### ABOUT THIS EXERCISE:
From the entries below, gather every line containing the string "Bukit".

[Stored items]

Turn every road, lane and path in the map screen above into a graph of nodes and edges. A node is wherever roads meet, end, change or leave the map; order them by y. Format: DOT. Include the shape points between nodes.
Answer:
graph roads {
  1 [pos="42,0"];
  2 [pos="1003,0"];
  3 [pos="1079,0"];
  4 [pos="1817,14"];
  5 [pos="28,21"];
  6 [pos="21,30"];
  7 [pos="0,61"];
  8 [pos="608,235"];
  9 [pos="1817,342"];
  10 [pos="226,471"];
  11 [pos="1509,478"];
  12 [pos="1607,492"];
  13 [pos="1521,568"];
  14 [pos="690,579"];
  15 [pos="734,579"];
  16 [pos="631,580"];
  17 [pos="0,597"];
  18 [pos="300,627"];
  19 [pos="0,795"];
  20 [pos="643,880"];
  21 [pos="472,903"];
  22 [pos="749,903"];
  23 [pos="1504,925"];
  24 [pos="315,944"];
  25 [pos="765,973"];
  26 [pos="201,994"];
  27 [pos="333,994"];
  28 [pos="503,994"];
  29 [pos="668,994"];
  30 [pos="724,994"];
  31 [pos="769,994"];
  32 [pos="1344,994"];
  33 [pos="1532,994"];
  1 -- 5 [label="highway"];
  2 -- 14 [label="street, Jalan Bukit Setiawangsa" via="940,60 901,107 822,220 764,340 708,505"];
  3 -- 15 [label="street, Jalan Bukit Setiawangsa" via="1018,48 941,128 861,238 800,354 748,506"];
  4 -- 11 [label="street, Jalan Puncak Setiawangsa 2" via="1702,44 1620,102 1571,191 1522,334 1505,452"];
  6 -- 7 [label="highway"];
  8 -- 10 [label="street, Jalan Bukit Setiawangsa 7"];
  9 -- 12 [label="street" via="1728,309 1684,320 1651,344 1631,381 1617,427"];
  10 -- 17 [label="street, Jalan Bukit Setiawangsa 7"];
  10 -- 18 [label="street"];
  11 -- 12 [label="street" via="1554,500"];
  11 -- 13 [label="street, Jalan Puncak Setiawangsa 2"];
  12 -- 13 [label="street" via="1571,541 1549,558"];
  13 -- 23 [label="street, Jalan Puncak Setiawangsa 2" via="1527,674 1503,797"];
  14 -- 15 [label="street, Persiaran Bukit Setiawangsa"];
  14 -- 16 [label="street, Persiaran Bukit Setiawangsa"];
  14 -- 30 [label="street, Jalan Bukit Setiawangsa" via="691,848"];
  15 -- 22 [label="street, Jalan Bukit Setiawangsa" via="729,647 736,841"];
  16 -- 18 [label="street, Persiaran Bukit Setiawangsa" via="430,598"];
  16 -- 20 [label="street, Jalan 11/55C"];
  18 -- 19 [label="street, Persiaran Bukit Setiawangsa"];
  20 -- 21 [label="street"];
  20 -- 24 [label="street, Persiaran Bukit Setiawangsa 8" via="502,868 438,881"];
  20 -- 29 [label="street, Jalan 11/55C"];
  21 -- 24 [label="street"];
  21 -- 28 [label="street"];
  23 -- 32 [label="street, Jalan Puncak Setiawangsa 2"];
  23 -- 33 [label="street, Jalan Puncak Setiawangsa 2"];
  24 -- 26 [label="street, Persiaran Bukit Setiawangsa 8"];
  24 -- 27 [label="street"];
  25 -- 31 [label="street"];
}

### RESULT OF THIS TASK:
  2 -- 14 [label="street, Jalan Bukit Setiawangsa" via="940,60 901,107 822,220 764,340 708,505"];
  3 -- 15 [label="street, Jalan Bukit Setiawangsa" via="1018,48 941,128 861,238 800,354 748,506"];
  8 -- 10 [label="street, Jalan Bukit Setiawangsa 7"];
  10 -- 17 [label="street, Jalan Bukit Setiawangsa 7"];
  14 -- 15 [label="street, Persiaran Bukit Setiawangsa"];
  14 -- 16 [label="street, Persiaran Bukit Setiawangsa"];
  14 -- 30 [label="street, Jalan Bukit Setiawangsa" via="691,848"];
  15 -- 22 [label="street, Jalan Bukit Setiawangsa" via="729,647 736,841"];
  16 -- 18 [label="street, Persiaran Bukit Setiawangsa" via="430,598"];
  18 -- 19 [label="street, Persiaran Bukit Setiawangsa"];
  20 -- 24 [label="street, Persiaran Bukit Setiawangsa 8" via="502,868 438,881"];
  24 -- 26 [label="street, Persiaran Bukit Setiawangsa 8"];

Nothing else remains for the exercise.